Treasury Cabinet Secretary Henry Rotich. [PHOTO: FILE/STANDARD]

By James Anyanzwa and Reuters

Could the economy be in financial distress? This is the big question among economists after the Government moved to reschedule a $600 million (Sh52.2 billion) syndicated loan. The National Treasury received a three-month extension on the commercial debt after its debut $2 billion (Sh174 billion) Eurobond was delayed.

“What we have done is just extend the repayment... by another three months as we continue discussions on the sovereign bond,” Kamau Thugge, the National Treasury’s principal secretary, told Reuters.

 The country secured a two-year loan at an interest rate of seven per cent in 2012 to fund development. Underwritten by Citigroup, Standard Chartered Bank (UK) and Standard Bank of South Africa, the loan was due for full repayment on May 16.

National Treasury Cabinet Secretary Henry Rotich said terms and conditions of the loan remain the same as before but extension attracted a fee which is usually charged in line with normal practice. He however, declined to give more details.

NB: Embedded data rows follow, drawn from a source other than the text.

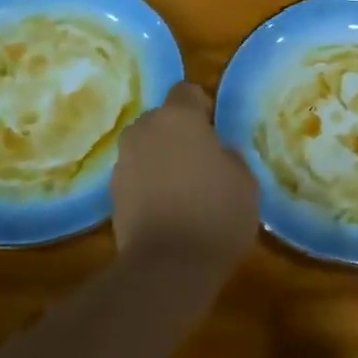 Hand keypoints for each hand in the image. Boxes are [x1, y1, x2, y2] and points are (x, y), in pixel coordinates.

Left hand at [112, 82, 257, 272]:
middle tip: (203, 161)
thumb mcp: (244, 179)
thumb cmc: (215, 213)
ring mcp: (123, 162)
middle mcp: (144, 130)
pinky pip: (137, 176)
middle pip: (163, 120)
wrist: (167, 266)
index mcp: (178, 117)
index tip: (216, 132)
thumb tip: (217, 153)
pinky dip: (150, 185)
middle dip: (179, 134)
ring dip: (162, 160)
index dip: (202, 107)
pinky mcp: (112, 194)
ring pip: (147, 148)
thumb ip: (228, 155)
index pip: (187, 91)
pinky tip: (169, 210)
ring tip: (185, 190)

Economists, however, said the request for the extension of the repayment period is a signal of an economy that is under financial duress.

Cash crunch

“This means the Government is totally broke. The Government has overstretched itself in terms of expenditure. We are running a shortfall in revenue collections and there is no money in circulation. All these are signals that our economy is in bad shape,” said Samuel Nyandemo, a senior lecturer at the University of Nairobi’s School of Economics.

According to Dr Nyandemo, rescheduling the loan repayments comes with penalties, which would make the loan even more expensive, coupled with the weakening of the local currency against international currencies.

“There are penalties on the extension of the repayment period, which depends on the terms and conditions of this loan,” he said.

According to Thomas Kibua, a former long-serving deputy governor of the Central Bank, the financial position of the Government is not good.

“I think the crude term is you (Government) are running broke. Your programming is not right and something is not right,” said Dr Kibua who is currently a senior economist with African Development and Economic Consultants.

“Our national debt has become an issue. They want to buy more time to repay this loan, which is not a good thing because the shilling is slightly depreciating against the international currencies,” he added.

Although the IMF and World Bank had given Kenya’s debt position a clean bill of health with the Debt to GDP ratio standing at 45 per cent, the situation has since deteriorated with no word yet from the Bretton Woods institution.

Kenya has had to ask for a three-month extension because of delays in floating the Eurobond. Matters are going to get worse in March 2015 when Sh152.9 million worth of Government bonds are set to mature.